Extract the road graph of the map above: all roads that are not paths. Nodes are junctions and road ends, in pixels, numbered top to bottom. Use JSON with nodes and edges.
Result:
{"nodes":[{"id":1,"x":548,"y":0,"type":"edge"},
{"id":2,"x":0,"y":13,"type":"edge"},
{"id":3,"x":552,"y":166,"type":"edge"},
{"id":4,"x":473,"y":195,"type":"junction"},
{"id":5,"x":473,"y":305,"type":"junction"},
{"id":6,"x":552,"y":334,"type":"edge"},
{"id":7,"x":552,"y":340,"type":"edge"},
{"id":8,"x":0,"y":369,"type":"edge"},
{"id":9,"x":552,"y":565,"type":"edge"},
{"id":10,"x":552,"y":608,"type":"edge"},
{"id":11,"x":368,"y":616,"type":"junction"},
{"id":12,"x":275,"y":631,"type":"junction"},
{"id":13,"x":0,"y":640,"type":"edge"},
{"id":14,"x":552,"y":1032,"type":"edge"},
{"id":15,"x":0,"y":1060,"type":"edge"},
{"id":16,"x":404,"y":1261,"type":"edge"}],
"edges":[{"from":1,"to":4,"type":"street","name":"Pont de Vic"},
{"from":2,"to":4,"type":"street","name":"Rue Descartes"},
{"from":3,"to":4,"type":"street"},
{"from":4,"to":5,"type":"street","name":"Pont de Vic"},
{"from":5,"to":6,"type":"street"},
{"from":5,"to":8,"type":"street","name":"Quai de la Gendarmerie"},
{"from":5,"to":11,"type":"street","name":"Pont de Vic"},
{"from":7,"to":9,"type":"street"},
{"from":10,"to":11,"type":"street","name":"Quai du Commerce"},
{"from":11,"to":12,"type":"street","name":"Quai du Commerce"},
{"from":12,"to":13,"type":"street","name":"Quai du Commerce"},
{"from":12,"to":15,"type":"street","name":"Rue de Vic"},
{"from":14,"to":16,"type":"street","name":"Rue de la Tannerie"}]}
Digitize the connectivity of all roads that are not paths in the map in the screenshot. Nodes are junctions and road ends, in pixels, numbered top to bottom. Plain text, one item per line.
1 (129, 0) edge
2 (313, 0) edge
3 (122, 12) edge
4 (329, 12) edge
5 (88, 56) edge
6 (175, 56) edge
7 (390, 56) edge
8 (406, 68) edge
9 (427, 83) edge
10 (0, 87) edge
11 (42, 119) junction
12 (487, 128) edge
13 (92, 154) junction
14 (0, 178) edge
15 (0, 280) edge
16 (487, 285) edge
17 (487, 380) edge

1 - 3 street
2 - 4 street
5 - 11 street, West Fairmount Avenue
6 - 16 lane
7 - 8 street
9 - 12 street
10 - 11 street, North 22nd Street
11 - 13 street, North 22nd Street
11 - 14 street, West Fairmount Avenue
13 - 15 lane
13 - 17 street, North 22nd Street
===============
• [Task goal] Hand back the material above in full, exactly as written.

• [Result]
Extract the road graph of the map above: all roads that are not paths. Nodes are junctions and road ends, in pixels, numbered top to bottom. Use JSON with nodes and edges.
Result:
{"nodes":[{"id":1,"x":548,"y":0,"type":"edge"},
{"id":2,"x":0,"y":13,"type":"edge"},
{"id":3,"x":552,"y":166,"type":"edge"},
{"id":4,"x":473,"y":195,"type":"junction"},
{"id":5,"x":473,"y":305,"type":"junction"},
{"id":6,"x":552,"y":334,"type":"edge"},
{"id":7,"x":552,"y":340,"type":"edge"},
{"id":8,"x":0,"y":369,"type":"edge"},
{"id":9,"x":552,"y":565,"type":"edge"},
{"id":10,"x":552,"y":608,"type":"edge"},
{"id":11,"x":368,"y":616,"type":"junction"},
{"id":12,"x":275,"y":631,"type":"junction"},
{"id":13,"x":0,"y":640,"type":"edge"},
{"id":14,"x":552,"y":1032,"type":"edge"},
{"id":15,"x":0,"y":1060,"type":"edge"},
{"id":16,"x":404,"y":1261,"type":"edge"}],
"edges":[{"from":1,"to":4,"type":"street","name":"Pont de Vic"},
{"from":2,"to":4,"type":"street","name":"Rue Descartes"},
{"from":3,"to":4,"type":"street"},
{"from":4,"to":5,"type":"street","name":"Pont de Vic"},
{"from":5,"to":6,"type":"street"},
{"from":5,"to":8,"type":"street","name":"Quai de la Gendarmerie"},
{"from":5,"to":11,"type":"street","name":"Pont de Vic"},
{"from":7,"to":9,"type":"street"},
{"from":10,"to":11,"type":"street","name":"Quai du Commerce"},
{"from":11,"to":12,"type":"street","name":"Quai du Commerce"},
{"from":12,"to":13,"type":"street","name":"Quai du Commerce"},
{"from":12,"to":15,"type":"street","name":"Rue de Vic"},
{"from":14,"to":16,"type":"street","name":"Rue de la Tannerie"}]}
Digitize the connectivity of all roads that are not paths in the map in the screenshot. Nodes are junctions and road ends, in pixels, numbered top to bottom. Plain text, one item per line.
1 (129, 0) edge
2 (313, 0) edge
3 (122, 12) edge
4 (329, 12) edge
5 (88, 56) edge
6 (175, 56) edge
7 (390, 56) edge
8 (406, 68) edge
9 (427, 83) edge
10 (0, 87) edge
11 (42, 119) junction
12 (487, 128) edge
13 (92, 154) junction
14 (0, 178) edge
15 (0, 280) edge
16 (487, 285) edge
17 (487, 380) edge

1 - 3 street
2 - 4 street
5 - 11 street, West Fairmount Avenue
6 - 16 lane
7 - 8 street
9 - 12 street
10 - 11 street, North 22nd Street
11 - 13 street, North 22nd Street
11 - 14 street, West Fairmount Avenue
13 - 15 lane
13 - 17 street, North 22nd Street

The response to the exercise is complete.